SPAG17 Il plasmide di attivazione CRISPR (h) fornisce un approccio mirato e non distruttivo per sovraregolare l'espressione endogena di SPAG17 senza alterare la sequenza di DNA sottostante.
SPAG17 Il plasmide di attivazione CRISPR (h) è un sistema SAM (mediatore di attivazione sinergico) a tre plasmidi progettato per la sovraregolazione trascrizionale altamente efficiente e sito-specifica del locus SPAG17 nelle linee cellulari umane. Il sistema è costruito attorno a una Cas9 cataliticamente inattiva (dCas9) che porta due mutazioni inattivanti (D10A e N863A) che eliminano l'attività nucleasica preservando al contempo il legame con il DNA. Questa dCas9 è fusa con VP64, un potente attivatore trascrizionale, ed è coespressa con un gene di resistenza alla blasticidina per la selezione. Il secondo plasmide codifica la proteina di fusione MS2-p65-HSF1, un complesso attivatore secondario che agisce in sinergia con dCas9-VP64, insieme a un gene di resistenza all'igromicina. Il terzo plasmide codifica un sgRNA specifico per il bersaglio di 20 nt fuso a due aptameri di RNA MS2 che reclutano il complesso MS2-p65-HSF1 nel sito di attivazione, accompagnato da un gene di resistenza alla puromicina.

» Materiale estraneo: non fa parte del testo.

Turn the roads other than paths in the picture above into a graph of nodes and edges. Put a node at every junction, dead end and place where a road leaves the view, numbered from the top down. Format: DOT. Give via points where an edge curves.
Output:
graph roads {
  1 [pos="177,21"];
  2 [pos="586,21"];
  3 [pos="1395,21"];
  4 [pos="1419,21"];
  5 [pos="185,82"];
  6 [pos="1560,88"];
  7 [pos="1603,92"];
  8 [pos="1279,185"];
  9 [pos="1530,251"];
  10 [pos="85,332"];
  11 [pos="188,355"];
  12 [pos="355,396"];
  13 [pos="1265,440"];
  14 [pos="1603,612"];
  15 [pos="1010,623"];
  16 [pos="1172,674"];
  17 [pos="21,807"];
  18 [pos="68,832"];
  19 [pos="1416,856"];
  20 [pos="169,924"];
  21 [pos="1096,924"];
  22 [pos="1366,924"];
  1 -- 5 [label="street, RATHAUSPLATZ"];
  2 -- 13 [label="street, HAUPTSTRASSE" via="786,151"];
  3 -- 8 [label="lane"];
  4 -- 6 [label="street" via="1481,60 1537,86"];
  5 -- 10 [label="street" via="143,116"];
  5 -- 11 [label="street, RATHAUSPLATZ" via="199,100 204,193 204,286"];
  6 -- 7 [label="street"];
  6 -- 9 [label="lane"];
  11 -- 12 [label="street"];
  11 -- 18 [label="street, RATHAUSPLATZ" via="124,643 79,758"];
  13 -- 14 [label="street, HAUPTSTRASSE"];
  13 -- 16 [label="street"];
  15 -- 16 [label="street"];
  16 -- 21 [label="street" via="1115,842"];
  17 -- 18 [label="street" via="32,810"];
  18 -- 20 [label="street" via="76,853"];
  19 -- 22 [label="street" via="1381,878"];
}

I tre plasmidi vengono somministrati in un rapporto di massa 1:1:1 per un'espressione bilanciata di tutti i componenti del sistema.
Una volta assemblato nel locus bersaglio, il complesso SAM si lega a circa 200 bp a monte del sito di inizio della trascrizione SPAG17, dove VP64, p65 e HSF1 agiscono in modo concertato per reclutare il machinery trascrizionale e guidare la sovraregolazione dell'espressione endogena di SPAG17. A differenza della Cas9 con attività nucleasica, dCas9 non introduce rotture a doppio filamento né modifica la sequenza genomica, preservando il locus SPAG17 nativo e consentendo lo studio delle risposte trascrizionali dipendenti da SPAG17 nel locus endogeno, rendendolo uno strumento prezioso per studi funzionali, l'identificazione di geni bersaglio e la modellizzazione del ripristino della via SPAG17 nelle cellule tumorali con espressione di SPAG17 silenziata o ridotta.
Solo per uso di ricerca. Non destinato a uso diagnostico o terapeutico.